What you should do: No pictures, everything else exact: set down the entries in full.

Given records:
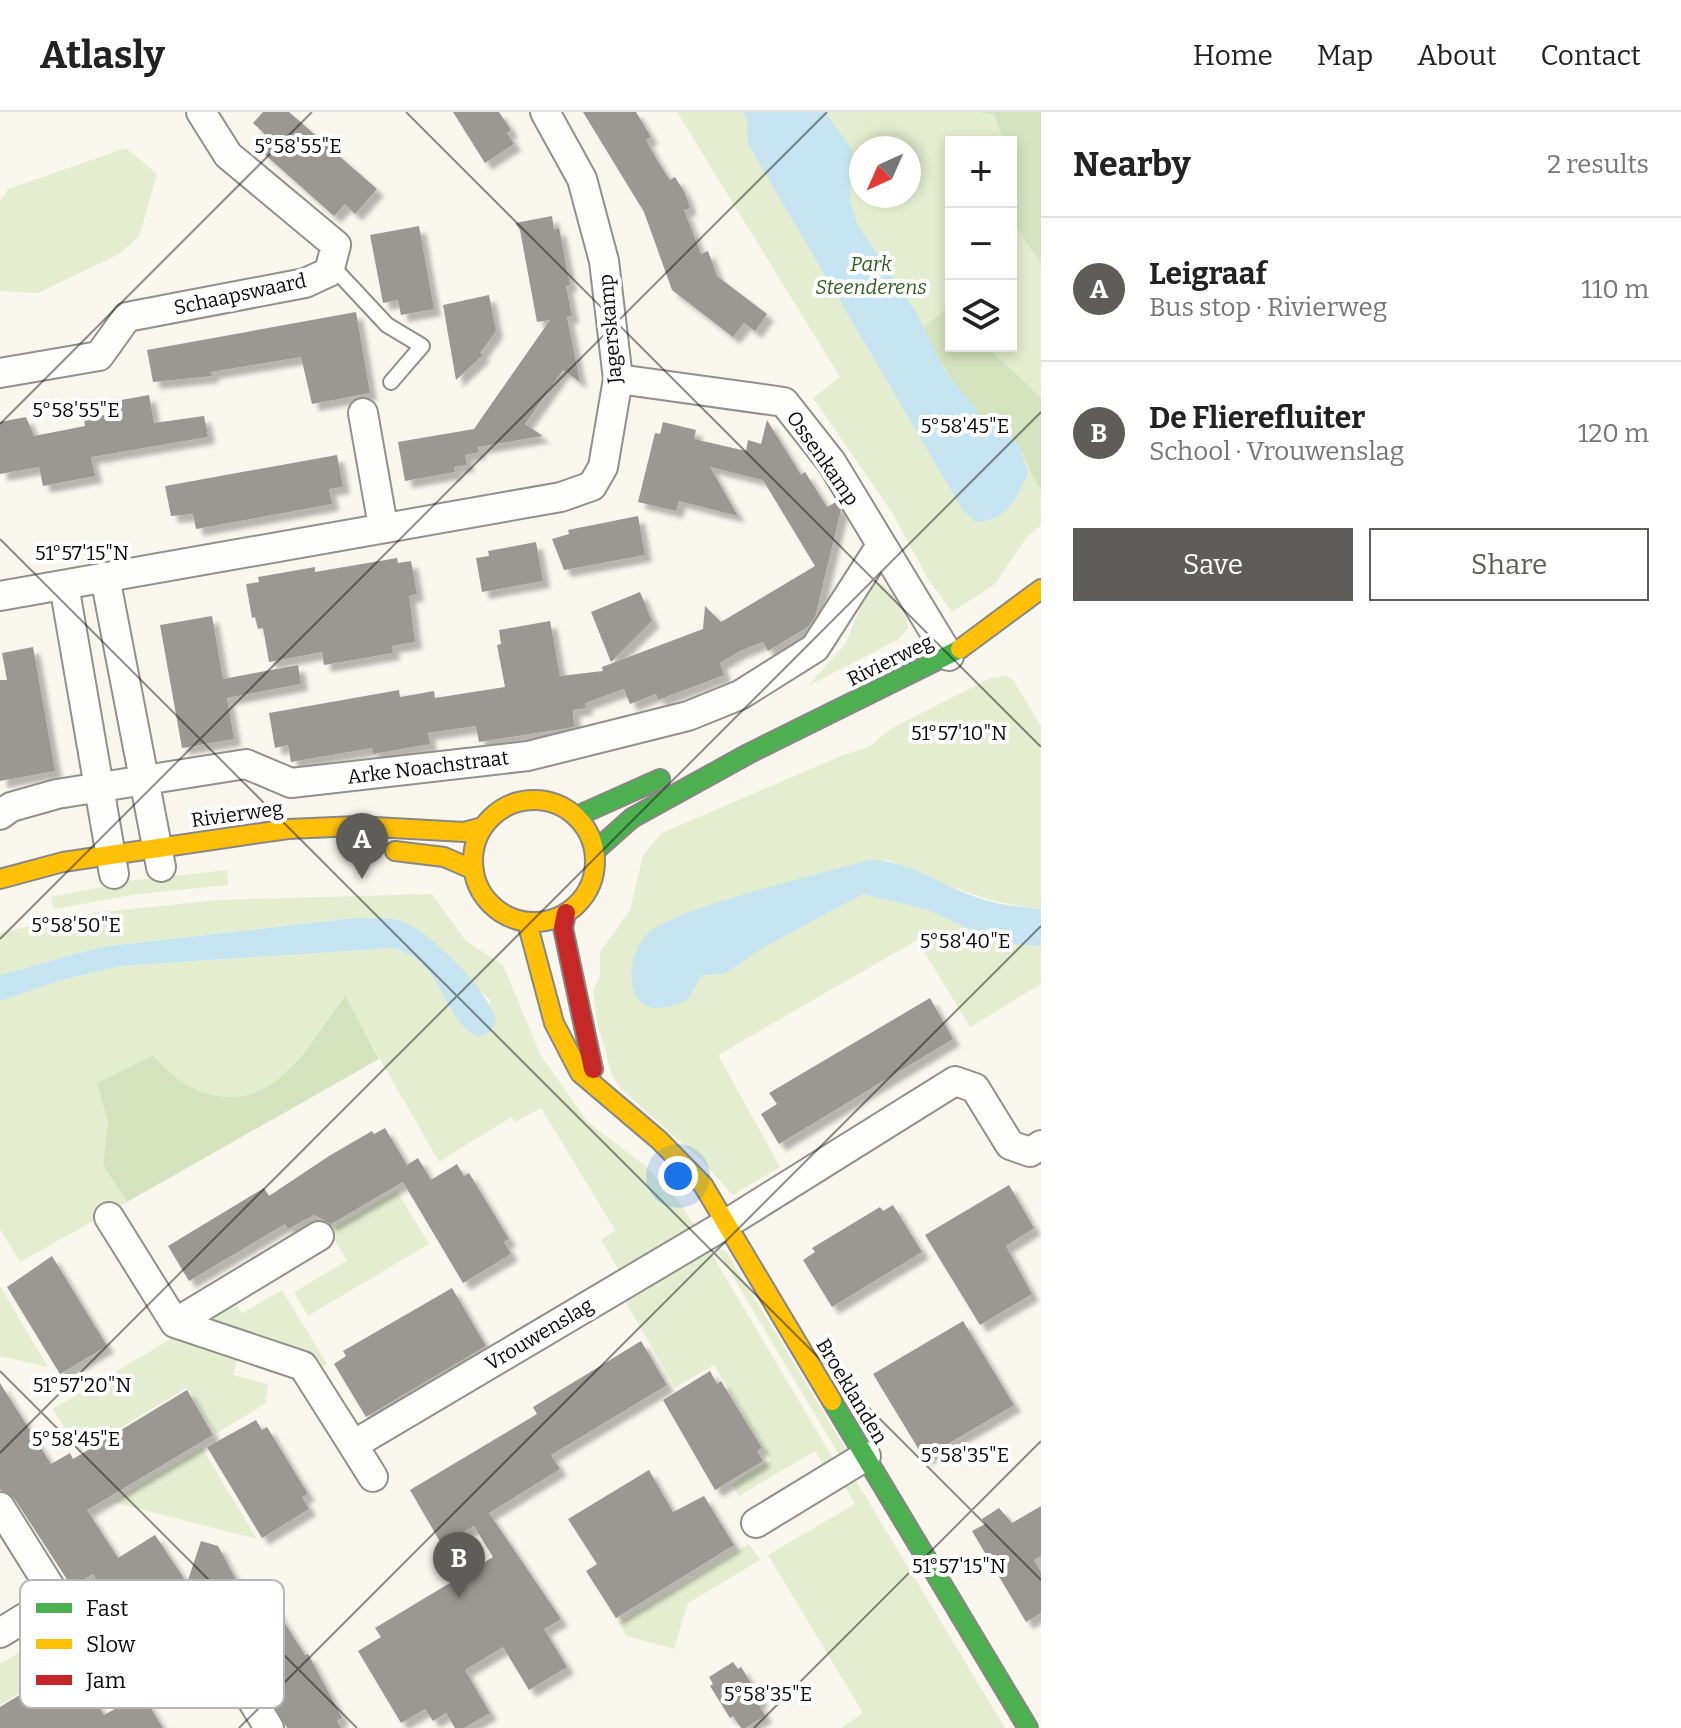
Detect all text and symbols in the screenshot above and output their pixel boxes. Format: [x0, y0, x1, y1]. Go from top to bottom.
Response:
text: Atlasly [40, 32, 165, 78]
text: Home [1193, 39, 1273, 72]
text: Map [1317, 39, 1373, 72]
text: About [1417, 39, 1497, 72]
text: Contact [1541, 39, 1641, 72]
text: 5°58'55"E [254, 134, 342, 158]
north arrow [849, 136, 921, 208]
map controls [945, 136, 1017, 352]
button: + [945, 136, 1017, 208]
text: Nearby [1073, 144, 1191, 185]
text: 2 results [1547, 149, 1649, 180]
button: − [945, 208, 1017, 280]
park label: Park Steenderens [815, 252, 927, 299]
text: Leigraaf [1149, 256, 1267, 292]
street label: Schaapswaard [172, 268, 309, 320]
street label: Jagerskamp [593, 273, 627, 386]
text: A [1090, 274, 1108, 305]
text: 110 m [1581, 274, 1649, 305]
button: layers [945, 280, 1017, 352]
text: Bus stop · Rivierweg [1149, 292, 1387, 323]
text: 5°58'55"E [32, 398, 120, 422]
text: De Flierefluiter [1149, 400, 1365, 436]
street label: Ossenkamp [782, 406, 864, 510]
text: 5°58'45"E [921, 414, 1009, 438]
text: B [1091, 418, 1107, 449]
text: 120 m [1578, 418, 1649, 449]
text: School · Vrouwenslag [1149, 436, 1404, 467]
button: Save [1073, 528, 1353, 601]
button: Share [1369, 528, 1649, 601]
text: 51°57'15"N [35, 541, 129, 565]
street label: Rivierweg [843, 629, 937, 691]
text: 51°57'10"N [911, 721, 1007, 745]
street label: Arke Noachstraat [346, 745, 510, 789]
street label: Rivierweg [190, 796, 284, 832]
pin: A [336, 813, 388, 879]
text: 5°58'50"E [31, 913, 121, 937]
text: 5°58'40"E [920, 929, 1010, 953]
your location [658, 1156, 698, 1196]
street label: Vrouwenslag [481, 1292, 597, 1376]
street label: Broeklanden [811, 1334, 893, 1448]
text: 51°57'20"N [33, 1373, 132, 1397]
text: 5°58'45"E [32, 1427, 120, 1451]
text: 5°58'35"E [921, 1443, 1009, 1467]
pin: B [433, 1532, 485, 1598]
text: 51°57'15"N [912, 1554, 1006, 1578]
legend [20, 1580, 284, 1708]
text: Fast [86, 1595, 128, 1622]
text: Slow [86, 1631, 136, 1658]
text: Jam [85, 1667, 126, 1694]
text: 5°58'35"E [724, 1682, 812, 1706]

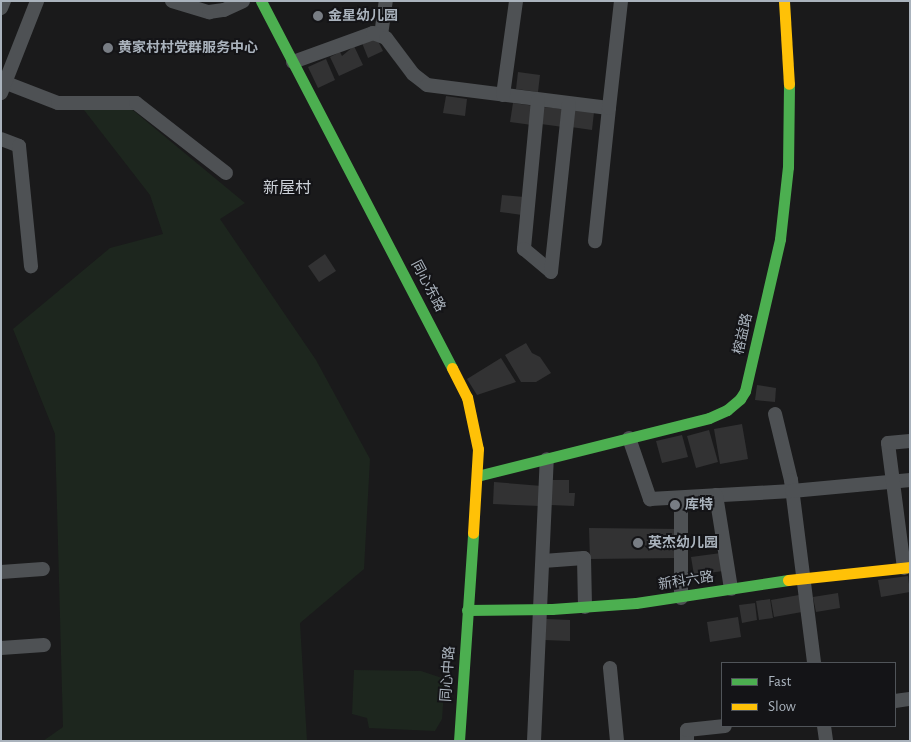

Solution for this problem:
Detect all text and symbols in the screenshot above and output their pixel boxes. Format: [x0, y0, x1, y1]. Go from top to bottom.
Response:
text: Atlasly [40, 32, 165, 78]
text: Home [1193, 39, 1273, 72]
text: Map [1317, 39, 1373, 72]
text: About [1417, 39, 1497, 72]
text: Contact [1541, 39, 1641, 72]
text: 5°58'55"E [254, 134, 342, 158]
north arrow [849, 136, 921, 208]
map controls [945, 136, 1017, 352]
button: + [945, 136, 1017, 208]
text: Nearby [1073, 144, 1191, 185]
text: 2 results [1547, 149, 1649, 180]
button: − [945, 208, 1017, 280]
park label: Park Steenderens [815, 252, 927, 299]
text: Leigraaf [1149, 256, 1267, 292]
street label: Schaapswaard [172, 268, 309, 320]
street label: Jagerskamp [593, 273, 627, 386]
text: A [1090, 274, 1108, 305]
text: 110 m [1581, 274, 1649, 305]
button: layers [945, 280, 1017, 352]
text: Bus stop · Rivierweg [1149, 292, 1387, 323]
text: 5°58'55"E [32, 398, 120, 422]
text: De Flierefluiter [1149, 400, 1365, 436]
street label: Ossenkamp [782, 406, 864, 510]
text: 5°58'45"E [921, 414, 1009, 438]
text: B [1091, 418, 1107, 449]
text: 120 m [1578, 418, 1649, 449]
text: School · Vrouwenslag [1149, 436, 1404, 467]
button: Save [1073, 528, 1353, 601]
button: Share [1369, 528, 1649, 601]
text: 51°57'15"N [35, 541, 129, 565]
street label: Rivierweg [843, 629, 937, 691]
text: 51°57'10"N [911, 721, 1007, 745]
street label: Arke Noachstraat [346, 745, 510, 789]
street label: Rivierweg [190, 796, 284, 832]
pin: A [336, 813, 388, 879]
text: 5°58'50"E [31, 913, 121, 937]
text: 5°58'40"E [920, 929, 1010, 953]
your location [658, 1156, 698, 1196]
street label: Vrouwenslag [481, 1292, 597, 1376]
street label: Broeklanden [811, 1334, 893, 1448]
text: 51°57'20"N [33, 1373, 132, 1397]
text: 5°58'45"E [32, 1427, 120, 1451]
text: 5°58'35"E [921, 1443, 1009, 1467]
pin: B [433, 1532, 485, 1598]
text: 51°57'15"N [912, 1554, 1006, 1578]
legend [20, 1580, 284, 1708]
text: Fast [86, 1595, 128, 1622]
text: Slow [86, 1631, 136, 1658]
text: Jam [85, 1667, 126, 1694]
text: 5°58'35"E [724, 1682, 812, 1706]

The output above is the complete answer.